START Supplied material

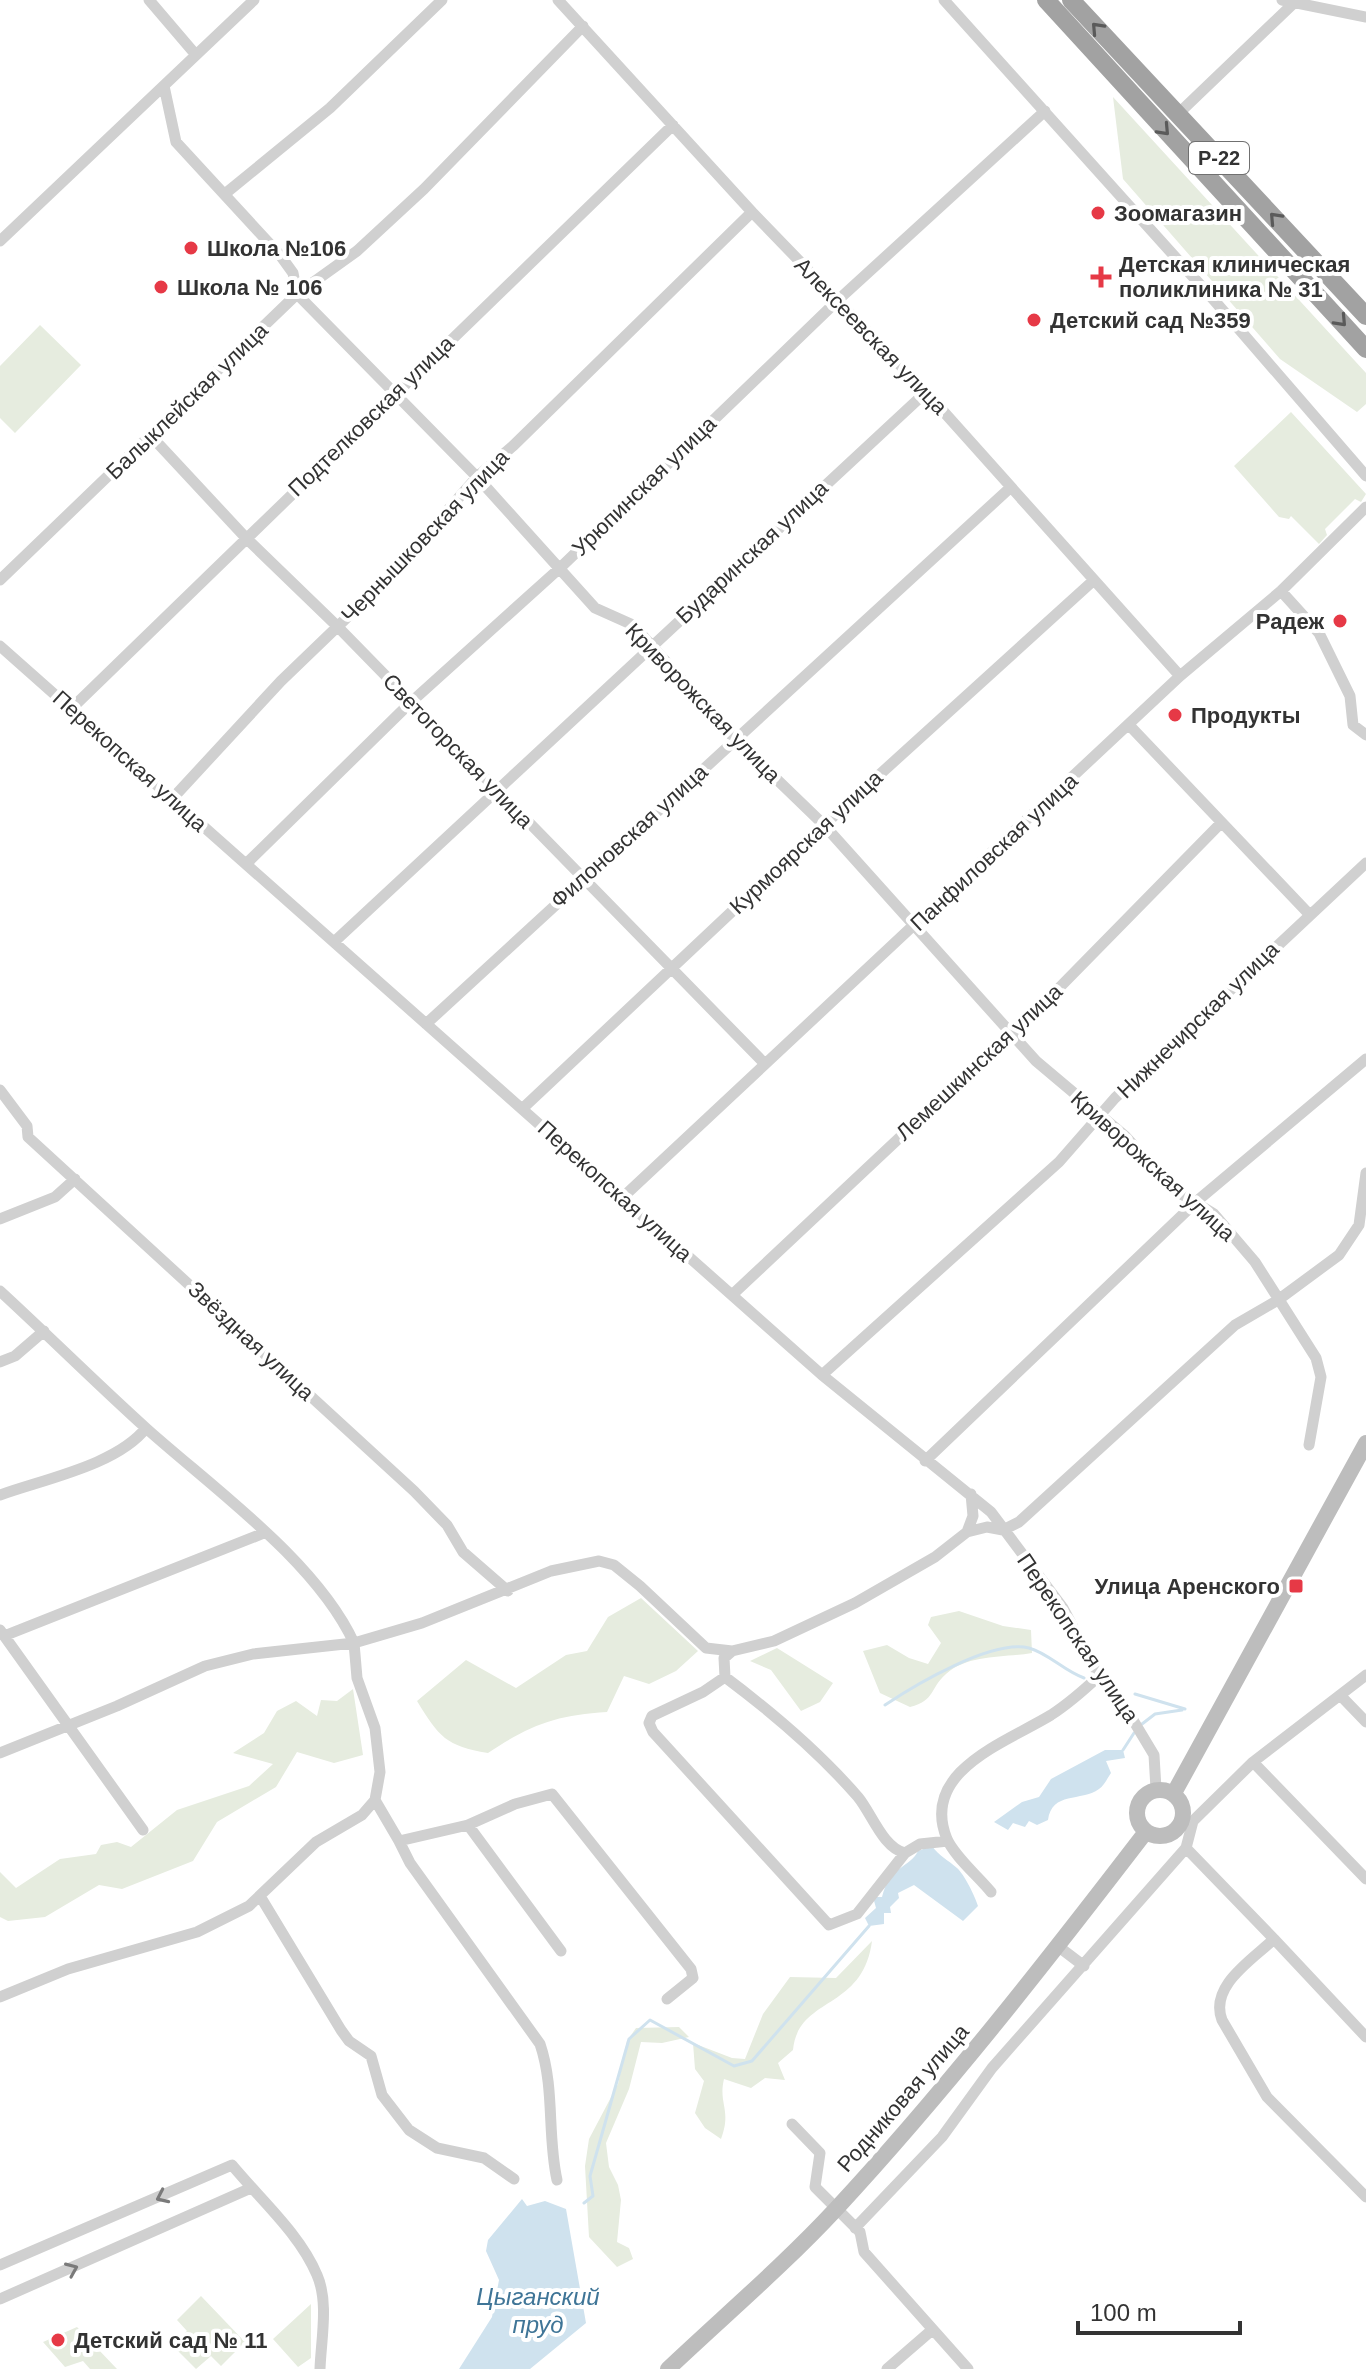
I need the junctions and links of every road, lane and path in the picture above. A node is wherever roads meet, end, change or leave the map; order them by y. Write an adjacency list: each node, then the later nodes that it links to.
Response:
1 (149, 0): 12 (street)
2 (254, 0): 12 (street)
3 (442, 0): 17 (street)
4 (558, 0): 11 (street, Алексеевская улица)
5 (944, 0): 14 (street)
6 (1046, 0): 23 (highway, Р-22, one-way to 23)
7 (1071, 0): 15 (highway, Р-22, one-way to 7)
8 (1282, 0): 9 (street)
9 (1297, 2): 10 (street); 15 (street)
10 (1366, 17)
11 (583, 26): 16 (street, Алексеевская улица); 20 (street, Балыклейская улица)
12 (196, 55): 13 (street)
13 (164, 86): 17 (street, Криворожская улица); 19 (street)
14 (1045, 111): 21 (street, Урюпинская улица); 27 (street)
15 (1178, 114): 22 (highway, Р-22, one-way to 15)
16 (673, 125): 18 (street, Алексеевская улица); 25 (street, Подтелковская улица)
17 (226, 193): 20 (street, Криворожская улица)
18 (752, 212): 21 (street, Алексеевская улица); 28 (street, Чернышковская улица)
19 (0, 241)
20 (297, 294): 25 (street, Криворожская улица); 26 (street, Балыклейская улица)
21 (837, 301): 24 (street, Алексеевская улица); 32 (street, Урюпинская улица)
22 (1366, 316)
23 (1366, 349)
24 (926, 392): 29 (street, Алексеевская улица); 37 (street, Бударинская улица)
25 (393, 393): 28 (street, Криворожская улица); 31 (street, Подтелковская улица)
26 (152, 437): 31 (street, Светогорская улица); 33 (street, Балыклейская улица)
27 (1366, 476)
28 (477, 477): 32 (street, Криворожская улица); 36 (street, Чернышковская улица)
29 (1011, 487): 34 (street, Алексеевская улица); 44 (street, Филоновская улица)
30 (1366, 507): 35 (street, Панфиловская улица)
31 (246, 538): 36 (street, Светогорская улица); 41 (street, Подтелковская улица)
32 (561, 567): 37 (street, Криворожская улица); 40 (street, Урюпинская улица)
33 (0, 580)
34 (1094, 580): 39 (street, Алексеевская улица); 48 (street, Курмоярская улица)
35 (1281, 591): 39 (street, Панфиловская улица); 43 (street)
36 (337, 626): 40 (street, Светогорская улица); 46 (street, Чернышковская улица)
37 (652, 645): 44 (street, Криворожская улица); 45 (street, Бударинская улица)
38 (0, 646): 41 (street, Перекопская улица)
39 (1180, 676): 42 (street, Панфиловская улица)
40 (409, 704): 45 (street, Светогорская улица); 49 (street, Урюпинская улица)
41 (71, 709): 46 (street, Перекопская улица)
42 (1129, 725): 47 (street); 53 (street, Панфиловская улица)
43 (1366, 735)
44 (735, 739): 48 (street, Криворожская улица); 51 (street, Филоновская улица)
45 (496, 791): 51 (street, Светогорская улица); 54 (street, Бударинская улица)
46 (172, 799): 49 (street, Перекопская улица)
47 (1220, 824): 52 (street); 57 (street, Лемешкинская улица)
48 (824, 825): 53 (street, Криворожская улица); 55 (street, Курмоярская улица)
49 (246, 864): 54 (street, Перекопская улица)
50 (1366, 864): 52 (street, Нижнечирская улица)
51 (582, 878): 55 (street, Светогорская улица); 56 (street, Филоновская улица)
52 (1309, 914): 62 (street, Нижнечирская улица)
53 (915, 926): 57 (street, Криворожская улица); 59 (street, Панфиловская улица)
54 (334, 942): 56 (street, Перекопская улица)
55 (669, 969): 59 (street, Светогорская улица); 61 (street, Курмоярская улица)
56 (426, 1024): 61 (street, Перекопская улица)
57 (1011, 1030): 62 (street, Криворожская улица); 69 (street, Лемешкинская улица)
58 (1366, 1059): 66 (street)
59 (765, 1064): 65 (street, Панфиловская улица)
60 (0, 1090): 64 (street, Звёздная улица)
61 (522, 1109): 65 (street, Перекопская улица)
62 (1099, 1117): 66 (street, Криворожская улица); 73 (street, Нижнечирская улица)
63 (1366, 1173): 70 (street)
64 (75, 1179): 67 (street); 83 (street, Звёздная улица)
65 (622, 1198): 69 (street, Перекопская улица)
66 (1197, 1201): 70 (street, Криворожская улица); 77 (street)
67 (0, 1219)
68 (0, 1291): 71 (street)
69 (732, 1295): 73 (street, Перекопская улица)
70 (1278, 1300): 76 (street, Криворожская улица); 80 (street)
71 (44, 1331): 72 (street); 74 (street)
72 (0, 1362)
73 (822, 1375): 77 (street, Перекопская улица)
74 (146, 1428): 79 (street); 82 (street)
75 (1366, 1443): 96 (main road)
76 (1309, 1445)
77 (925, 1461): 78 (street, Перекопская улица)
78 (971, 1494): 80 (street, Перекопская улица); 81 (street)
79 (0, 1495)
80 (1003, 1530): 81 (street); 88 (street, Перекопская улица)
81 (967, 1532): 86 (street)
82 (264, 1533): 84 (street); 85 (street)
83 (508, 1591): 85 (street); 86 (street)
84 (2, 1633): 92 (street)
85 (354, 1643): 92 (street); 97 (street)
86 (732, 1651): 89 (street)
87 (1366, 1675): 90 (street)
88 (1099, 1676): 95 (street, Перекопская улица); 103 (street)
89 (725, 1677): 105 (street); 105 (street)
90 (1340, 1695): 91 (street); 94 (street)
91 (1366, 1722)
92 (68, 1726): 93 (street); 99 (street)
93 (0, 1753)
94 (1253, 1762): 100 (street); 106 (street)
95 (1156, 1789): 96 (main road); 101 (main road)
96 (1174, 1793): 100 (main road)
97 (375, 1800): 102 (street); 108 (street)
98 (468, 1825): 102 (street); 111 (street); 114 (street)
99 (143, 1830)
100 (1185, 1830): 101 (main road); 104 (street)
101 (1145, 1833): 110 (main road, Родниковая улица)
102 (399, 1841): 118 (street)
103 (948, 1841): 105 (street); 107 (street)
104 (1186, 1848): 109 (street); 112 (street)
105 (905, 1853)
106 (1366, 1879)
107 (991, 1892)
108 (260, 1896): 113 (street); 117 (street)
109 (1274, 1939): 115 (street); 120 (street)
110 (1059, 1947): 112 (street); 121 (main road, Родниковая улица)
111 (561, 1951)
112 (1084, 1966): 122 (street)
113 (0, 1997)
114 (667, 1999)
115 (1366, 2037)
116 (792, 2124): 121 (street)
117 (514, 2179)
118 (557, 2180)
119 (251, 2188): 123 (street, one-way to 123); 124 (street, one-way to 119); 126 (street)
120 (1366, 2197)
121 (835, 2210): 122 (street); 127 (main road, Родниковая улица)
122 (855, 2228): 125 (street)
123 (0, 2265)
124 (0, 2299)
125 (932, 2330): 128 (street); 129 (street)
126 (320, 2369)
127 (668, 2369)
128 (887, 2369)
129 (968, 2369)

END Supplied material

Above are records with pictures; repeat the records exactly and leave the pictures out.

**Solution for this problem**
I need the junctions and links of every road, lane and path in the picture above. A node is wherever roads meet, end, change or leave the map; order them by y. Write an adjacency list: each node, then the later nodes that it links to.
Response:
1 (149, 0): 12 (street)
2 (254, 0): 12 (street)
3 (442, 0): 17 (street)
4 (558, 0): 11 (street, Алексеевская улица)
5 (944, 0): 14 (street)
6 (1046, 0): 23 (highway, Р-22, one-way to 23)
7 (1071, 0): 15 (highway, Р-22, one-way to 7)
8 (1282, 0): 9 (street)
9 (1297, 2): 10 (street); 15 (street)
10 (1366, 17)
11 (583, 26): 16 (street, Алексеевская улица); 20 (street, Балыклейская улица)
12 (196, 55): 13 (street)
13 (164, 86): 17 (street, Криворожская улица); 19 (street)
14 (1045, 111): 21 (street, Урюпинская улица); 27 (street)
15 (1178, 114): 22 (highway, Р-22, one-way to 15)
16 (673, 125): 18 (street, Алексеевская улица); 25 (street, Подтелковская улица)
17 (226, 193): 20 (street, Криворожская улица)
18 (752, 212): 21 (street, Алексеевская улица); 28 (street, Чернышковская улица)
19 (0, 241)
20 (297, 294): 25 (street, Криворожская улица); 26 (street, Балыклейская улица)
21 (837, 301): 24 (street, Алексеевская улица); 32 (street, Урюпинская улица)
22 (1366, 316)
23 (1366, 349)
24 (926, 392): 29 (street, Алексеевская улица); 37 (street, Бударинская улица)
25 (393, 393): 28 (street, Криворожская улица); 31 (street, Подтелковская улица)
26 (152, 437): 31 (street, Светогорская улица); 33 (street, Балыклейская улица)
27 (1366, 476)
28 (477, 477): 32 (street, Криворожская улица); 36 (street, Чернышковская улица)
29 (1011, 487): 34 (street, Алексеевская улица); 44 (street, Филоновская улица)
30 (1366, 507): 35 (street, Панфиловская улица)
31 (246, 538): 36 (street, Светогорская улица); 41 (street, Подтелковская улица)
32 (561, 567): 37 (street, Криворожская улица); 40 (street, Урюпинская улица)
33 (0, 580)
34 (1094, 580): 39 (street, Алексеевская улица); 48 (street, Курмоярская улица)
35 (1281, 591): 39 (street, Панфиловская улица); 43 (street)
36 (337, 626): 40 (street, Светогорская улица); 46 (street, Чернышковская улица)
37 (652, 645): 44 (street, Криворожская улица); 45 (street, Бударинская улица)
38 (0, 646): 41 (street, Перекопская улица)
39 (1180, 676): 42 (street, Панфиловская улица)
40 (409, 704): 45 (street, Светогорская улица); 49 (street, Урюпинская улица)
41 (71, 709): 46 (street, Перекопская улица)
42 (1129, 725): 47 (street); 53 (street, Панфиловская улица)
43 (1366, 735)
44 (735, 739): 48 (street, Криворожская улица); 51 (street, Филоновская улица)
45 (496, 791): 51 (street, Светогорская улица); 54 (street, Бударинская улица)
46 (172, 799): 49 (street, Перекопская улица)
47 (1220, 824): 52 (street); 57 (street, Лемешкинская улица)
48 (824, 825): 53 (street, Криворожская улица); 55 (street, Курмоярская улица)
49 (246, 864): 54 (street, Перекопская улица)
50 (1366, 864): 52 (street, Нижнечирская улица)
51 (582, 878): 55 (street, Светогорская улица); 56 (street, Филоновская улица)
52 (1309, 914): 62 (street, Нижнечирская улица)
53 (915, 926): 57 (street, Криворожская улица); 59 (street, Панфиловская улица)
54 (334, 942): 56 (street, Перекопская улица)
55 (669, 969): 59 (street, Светогорская улица); 61 (street, Курмоярская улица)
56 (426, 1024): 61 (street, Перекопская улица)
57 (1011, 1030): 62 (street, Криворожская улица); 69 (street, Лемешкинская улица)
58 (1366, 1059): 66 (street)
59 (765, 1064): 65 (street, Панфиловская улица)
60 (0, 1090): 64 (street, Звёздная улица)
61 (522, 1109): 65 (street, Перекопская улица)
62 (1099, 1117): 66 (street, Криворожская улица); 73 (street, Нижнечирская улица)
63 (1366, 1173): 70 (street)
64 (75, 1179): 67 (street); 83 (street, Звёздная улица)
65 (622, 1198): 69 (street, Перекопская улица)
66 (1197, 1201): 70 (street, Криворожская улица); 77 (street)
67 (0, 1219)
68 (0, 1291): 71 (street)
69 (732, 1295): 73 (street, Перекопская улица)
70 (1278, 1300): 76 (street, Криворожская улица); 80 (street)
71 (44, 1331): 72 (street); 74 (street)
72 (0, 1362)
73 (822, 1375): 77 (street, Перекопская улица)
74 (146, 1428): 79 (street); 82 (street)
75 (1366, 1443): 96 (main road)
76 (1309, 1445)
77 (925, 1461): 78 (street, Перекопская улица)
78 (971, 1494): 80 (street, Перекопская улица); 81 (street)
79 (0, 1495)
80 (1003, 1530): 81 (street); 88 (street, Перекопская улица)
81 (967, 1532): 86 (street)
82 (264, 1533): 84 (street); 85 (street)
83 (508, 1591): 85 (street); 86 (street)
84 (2, 1633): 92 (street)
85 (354, 1643): 92 (street); 97 (street)
86 (732, 1651): 89 (street)
87 (1366, 1675): 90 (street)
88 (1099, 1676): 95 (street, Перекопская улица); 103 (street)
89 (725, 1677): 105 (street); 105 (street)
90 (1340, 1695): 91 (street); 94 (street)
91 (1366, 1722)
92 (68, 1726): 93 (street); 99 (street)
93 (0, 1753)
94 (1253, 1762): 100 (street); 106 (street)
95 (1156, 1789): 96 (main road); 101 (main road)
96 (1174, 1793): 100 (main road)
97 (375, 1800): 102 (street); 108 (street)
98 (468, 1825): 102 (street); 111 (street); 114 (street)
99 (143, 1830)
100 (1185, 1830): 101 (main road); 104 (street)
101 (1145, 1833): 110 (main road, Родниковая улица)
102 (399, 1841): 118 (street)
103 (948, 1841): 105 (street); 107 (street)
104 (1186, 1848): 109 (street); 112 (street)
105 (905, 1853)
106 (1366, 1879)
107 (991, 1892)
108 (260, 1896): 113 (street); 117 (street)
109 (1274, 1939): 115 (street); 120 (street)
110 (1059, 1947): 112 (street); 121 (main road, Родниковая улица)
111 (561, 1951)
112 (1084, 1966): 122 (street)
113 (0, 1997)
114 (667, 1999)
115 (1366, 2037)
116 (792, 2124): 121 (street)
117 (514, 2179)
118 (557, 2180)
119 (251, 2188): 123 (street, one-way to 123); 124 (street, one-way to 119); 126 (street)
120 (1366, 2197)
121 (835, 2210): 122 (street); 127 (main road, Родниковая улица)
122 (855, 2228): 125 (street)
123 (0, 2265)
124 (0, 2299)
125 (932, 2330): 128 (street); 129 (street)
126 (320, 2369)
127 (668, 2369)
128 (887, 2369)
129 (968, 2369)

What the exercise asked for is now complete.